Dataset items
::::

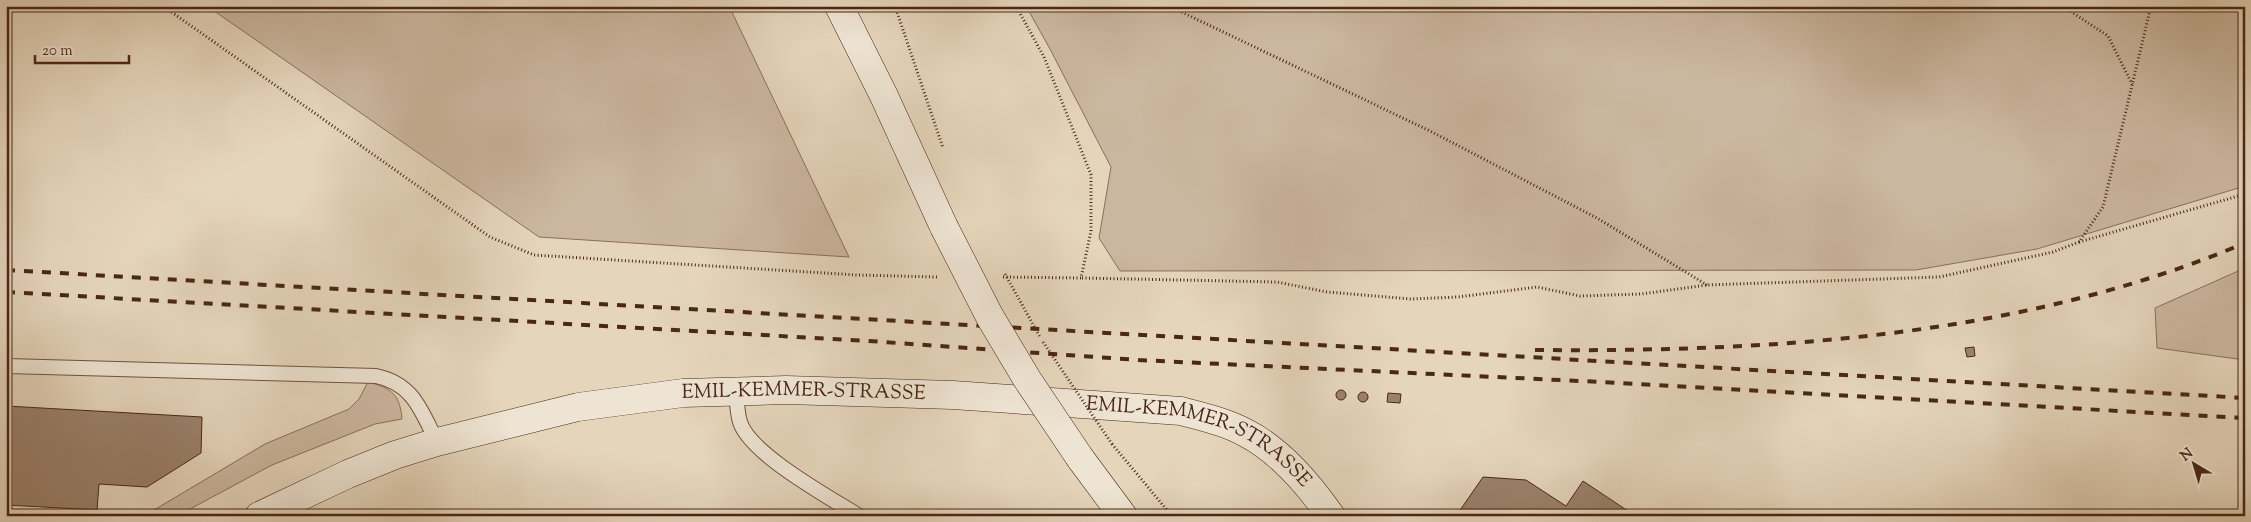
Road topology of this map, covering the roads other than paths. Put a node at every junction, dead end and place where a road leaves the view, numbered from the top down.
1 (839, 6) edge
2 (6, 366) edge
3 (736, 391) junction
4 (437, 442) junction
5 (259, 516) edge
6 (859, 516) edge
7 (1123, 516) edge
8 (1331, 516) edge

1 - 7 street, bridge
2 - 4 lane
3 - 4 street, EMIL-KEMMER-STRASSE
3 - 6 lane
3 - 8 street, EMIL-KEMMER-STRASSE
4 - 5 street, EMIL-KEMMER-STRASSE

::::

* Brief *
Please give the records again word for word, omitting all images.

* Worked solution *
Road topology of this map, covering the roads other than paths. Put a node at every junction, dead end and place where a road leaves the view, numbered from the top down.
1 (839, 6) edge
2 (6, 366) edge
3 (736, 391) junction
4 (437, 442) junction
5 (259, 516) edge
6 (859, 516) edge
7 (1123, 516) edge
8 (1331, 516) edge

1 - 7 street, bridge
2 - 4 lane
3 - 4 street, EMIL-KEMMER-STRASSE
3 - 6 lane
3 - 8 street, EMIL-KEMMER-STRASSE
4 - 5 street, EMIL-KEMMER-STRASSE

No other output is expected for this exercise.